Nel Lazio la consegna è per 5 mila dosi al giorno che potranno essere somministrate in 22 centri. Nelle Marche ne sono arrivate 25.400 dosi, in Umbria 7.200, in Abruzzo 21.900 (5.000 alla Asl di Avezzano-Sulmona-L’Aquila, 6.400 a Lanciano-Vasto-Chieti, 5.300 a Pescara, 5.200 a Teramo). In Campania sono 53.000: 16mila per il San Giuseppe Moscati di Aversa, 18.800 al Maria Santissima Addolorata di Eboli, 18.100 al presidio ospedaliero di Nola. In Puglia sono arrivate 64.800 dosi, consegnate prima all’ospedale Tatarella di Cerignola e poi ripartite in tutte le Asl: 21.300 a Bari, 6.500 a Barletta-Andria-Trani, 6.700 a Brindisi, 10.400 a Foggia, 13.700 a Lecce, 9.800 a Taranto. In Calabria sono stati individuati 5 punti vaccinali, uno per ogni provincia: Catanzaro (Hub Ente Fiera ‘Magna Graecia), Cosenza (Palazzetto delle Associazioni viale degli Stadi), Crotone (Croce Rossa via Saffo), Reggio Calabria (Palazzo Campanella-Polo Nord) e Vibo Valentia (Vibo Center). Saranno loro a distribuire 31.800 dosi. In Sicilia il primo centro che ha aperto alle 84.000 somministrazioni regionali di Novavax (di cui 18.800 a Catania) è stato l’hub della Fiera del Mediterraneo di Palermo. In Sardegna la prima consegna di Novavax è stata per 27.900 dosi alla Asl di Cagliari e da qui poi smistati in tutta la Regione.

 

 

Effetti collaterali

Ci sono controindicazioni? Sono le stesse che si hanno per altri vaccini, quindi l’ipersensibilità al principio attivo o a uno degli eccipienti. Gli eccipienti sono disodio idrogeno fosfato eptaidrato, sodio diidrogeno fosfato monoidrato, sodio cloruro, polisorbato 80, sodio idrossido (per l’aggiustamento del pH), acido cloridrico (per l’aggiustamento del pH), acqua per preparazioni iniettabili. Gli adiuvanti sono colesterolo, fosfatidilcolina (incluso α-tocoferolo tutto racemico), potassio diidrogeno fosfato, potassio cloruro, disodio idrogeno fosfato diidrato, sodio cloruro e acqua per preparazioni iniettabili. In base ai dati aggregati sulla reattogenicità, relativi a partecipanti over-18 anni nei due studi di Fase III che avevano ricevuto almeno una dose di Nuvaxovid, le reazioni avverse più frequenti sono state: dolorabilità nella sede di iniezione (75%), dolore in sede di iniezione (62%), stanchezza (53%), mialgia (51%), cefalea (50%), malessere (41%), artralgia (24%) e nausea o vomito (15%). Le reazioni avverse sono state generalmente di severità da lieve a moderata, con una durata mediana inferiore o uguale a 2 giorni per gli eventi localizzati, e inferiore o uguale a 1 giorno per gli ciò che ha colpito più in generale l’organismo. 

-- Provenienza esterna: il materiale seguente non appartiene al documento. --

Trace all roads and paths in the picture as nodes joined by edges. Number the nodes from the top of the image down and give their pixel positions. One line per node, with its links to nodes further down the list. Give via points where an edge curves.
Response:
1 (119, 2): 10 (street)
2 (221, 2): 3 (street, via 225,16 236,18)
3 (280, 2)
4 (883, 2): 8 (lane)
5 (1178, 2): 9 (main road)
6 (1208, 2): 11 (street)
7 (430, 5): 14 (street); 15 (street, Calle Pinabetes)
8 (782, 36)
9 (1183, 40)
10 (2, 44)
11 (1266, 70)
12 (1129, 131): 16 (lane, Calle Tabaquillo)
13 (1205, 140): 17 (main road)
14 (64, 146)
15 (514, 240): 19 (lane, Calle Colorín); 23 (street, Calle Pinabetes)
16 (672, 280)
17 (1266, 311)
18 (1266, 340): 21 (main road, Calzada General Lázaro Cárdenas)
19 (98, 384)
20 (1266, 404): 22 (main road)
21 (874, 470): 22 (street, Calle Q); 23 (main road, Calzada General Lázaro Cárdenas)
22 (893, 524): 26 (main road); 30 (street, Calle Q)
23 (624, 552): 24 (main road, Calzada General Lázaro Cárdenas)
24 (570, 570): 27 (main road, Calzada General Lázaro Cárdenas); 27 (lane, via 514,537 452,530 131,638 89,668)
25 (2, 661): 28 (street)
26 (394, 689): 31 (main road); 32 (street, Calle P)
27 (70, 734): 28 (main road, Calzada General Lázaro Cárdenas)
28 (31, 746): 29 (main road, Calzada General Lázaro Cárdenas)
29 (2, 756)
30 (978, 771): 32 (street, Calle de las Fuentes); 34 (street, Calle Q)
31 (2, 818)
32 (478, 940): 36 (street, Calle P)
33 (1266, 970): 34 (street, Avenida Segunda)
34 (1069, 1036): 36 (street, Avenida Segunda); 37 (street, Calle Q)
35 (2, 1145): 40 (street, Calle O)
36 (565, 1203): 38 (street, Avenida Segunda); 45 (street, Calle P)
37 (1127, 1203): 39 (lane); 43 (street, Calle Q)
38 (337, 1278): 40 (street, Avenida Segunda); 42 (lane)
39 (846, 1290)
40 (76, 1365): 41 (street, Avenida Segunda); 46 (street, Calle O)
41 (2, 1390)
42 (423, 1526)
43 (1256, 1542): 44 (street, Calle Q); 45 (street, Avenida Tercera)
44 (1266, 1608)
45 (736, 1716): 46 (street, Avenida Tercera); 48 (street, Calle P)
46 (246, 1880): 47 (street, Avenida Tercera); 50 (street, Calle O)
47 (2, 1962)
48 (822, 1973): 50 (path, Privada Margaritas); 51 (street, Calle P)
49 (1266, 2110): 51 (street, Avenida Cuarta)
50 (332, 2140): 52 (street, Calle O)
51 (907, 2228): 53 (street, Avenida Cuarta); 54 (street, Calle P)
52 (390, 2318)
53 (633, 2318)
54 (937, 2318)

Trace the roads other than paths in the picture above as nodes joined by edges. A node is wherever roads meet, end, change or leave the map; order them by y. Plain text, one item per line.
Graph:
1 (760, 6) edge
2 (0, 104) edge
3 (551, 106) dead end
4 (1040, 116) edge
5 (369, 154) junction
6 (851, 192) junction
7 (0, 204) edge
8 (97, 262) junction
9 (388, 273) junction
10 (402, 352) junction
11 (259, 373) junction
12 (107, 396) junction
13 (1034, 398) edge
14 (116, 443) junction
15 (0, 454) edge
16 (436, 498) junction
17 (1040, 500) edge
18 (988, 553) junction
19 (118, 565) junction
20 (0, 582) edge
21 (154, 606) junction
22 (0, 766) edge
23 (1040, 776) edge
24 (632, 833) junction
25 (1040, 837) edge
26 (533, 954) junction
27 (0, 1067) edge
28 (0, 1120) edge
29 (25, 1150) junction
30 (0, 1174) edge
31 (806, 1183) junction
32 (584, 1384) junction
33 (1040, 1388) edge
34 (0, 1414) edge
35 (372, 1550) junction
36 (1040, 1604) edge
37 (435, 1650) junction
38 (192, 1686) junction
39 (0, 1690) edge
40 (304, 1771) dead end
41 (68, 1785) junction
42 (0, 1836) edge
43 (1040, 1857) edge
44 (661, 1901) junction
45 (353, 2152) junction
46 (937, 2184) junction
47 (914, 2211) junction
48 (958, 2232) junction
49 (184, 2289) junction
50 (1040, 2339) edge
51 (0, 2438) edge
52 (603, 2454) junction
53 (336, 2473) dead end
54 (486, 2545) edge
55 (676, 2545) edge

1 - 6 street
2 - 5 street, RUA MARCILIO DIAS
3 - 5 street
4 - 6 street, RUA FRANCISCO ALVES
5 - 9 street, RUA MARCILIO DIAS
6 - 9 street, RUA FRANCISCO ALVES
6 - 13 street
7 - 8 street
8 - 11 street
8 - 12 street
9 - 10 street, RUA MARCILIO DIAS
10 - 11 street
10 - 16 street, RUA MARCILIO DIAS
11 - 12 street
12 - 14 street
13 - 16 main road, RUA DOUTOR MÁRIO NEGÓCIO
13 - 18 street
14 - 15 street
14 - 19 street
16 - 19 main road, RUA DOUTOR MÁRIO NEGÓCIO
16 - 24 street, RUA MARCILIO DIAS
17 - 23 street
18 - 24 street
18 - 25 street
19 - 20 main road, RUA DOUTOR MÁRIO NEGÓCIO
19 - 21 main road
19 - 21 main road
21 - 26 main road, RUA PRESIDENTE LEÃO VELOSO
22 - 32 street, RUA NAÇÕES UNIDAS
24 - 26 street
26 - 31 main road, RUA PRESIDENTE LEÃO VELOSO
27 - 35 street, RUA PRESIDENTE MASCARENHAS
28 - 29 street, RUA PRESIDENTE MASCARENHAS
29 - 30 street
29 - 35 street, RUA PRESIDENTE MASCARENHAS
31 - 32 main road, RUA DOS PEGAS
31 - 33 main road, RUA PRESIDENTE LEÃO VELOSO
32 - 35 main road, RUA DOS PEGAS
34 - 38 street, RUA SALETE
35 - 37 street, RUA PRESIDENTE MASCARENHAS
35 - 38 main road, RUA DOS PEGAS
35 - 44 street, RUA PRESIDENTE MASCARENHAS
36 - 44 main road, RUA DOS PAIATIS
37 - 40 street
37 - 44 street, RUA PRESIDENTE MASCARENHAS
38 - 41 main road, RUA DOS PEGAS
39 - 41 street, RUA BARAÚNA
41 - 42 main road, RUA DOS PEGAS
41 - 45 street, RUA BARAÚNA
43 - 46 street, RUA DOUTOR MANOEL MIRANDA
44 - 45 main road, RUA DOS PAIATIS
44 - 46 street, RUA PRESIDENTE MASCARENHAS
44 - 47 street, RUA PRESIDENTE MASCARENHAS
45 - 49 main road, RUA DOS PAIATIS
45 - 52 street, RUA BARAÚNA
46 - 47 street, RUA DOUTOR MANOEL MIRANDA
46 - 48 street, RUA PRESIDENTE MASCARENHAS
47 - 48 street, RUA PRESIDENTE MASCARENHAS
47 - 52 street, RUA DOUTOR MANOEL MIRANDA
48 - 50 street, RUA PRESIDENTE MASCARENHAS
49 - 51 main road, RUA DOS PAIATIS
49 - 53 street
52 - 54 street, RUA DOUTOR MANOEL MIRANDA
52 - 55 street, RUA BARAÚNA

Complessivamente, è stata osservata un’incidenza più elevata di reazioni avverse nei più giovani: l’incidenza di dolorabilità in sede di iniezione, dolore in sede di iniezione, stanchezza, mialgia, cefalea, malessere, artralgia e nausea o vomito è stata maggiore tra gli adulti di età compresa tra 18 e meno di 65 anni rispetto ai soggetti di età pari o superiore a 65 anni.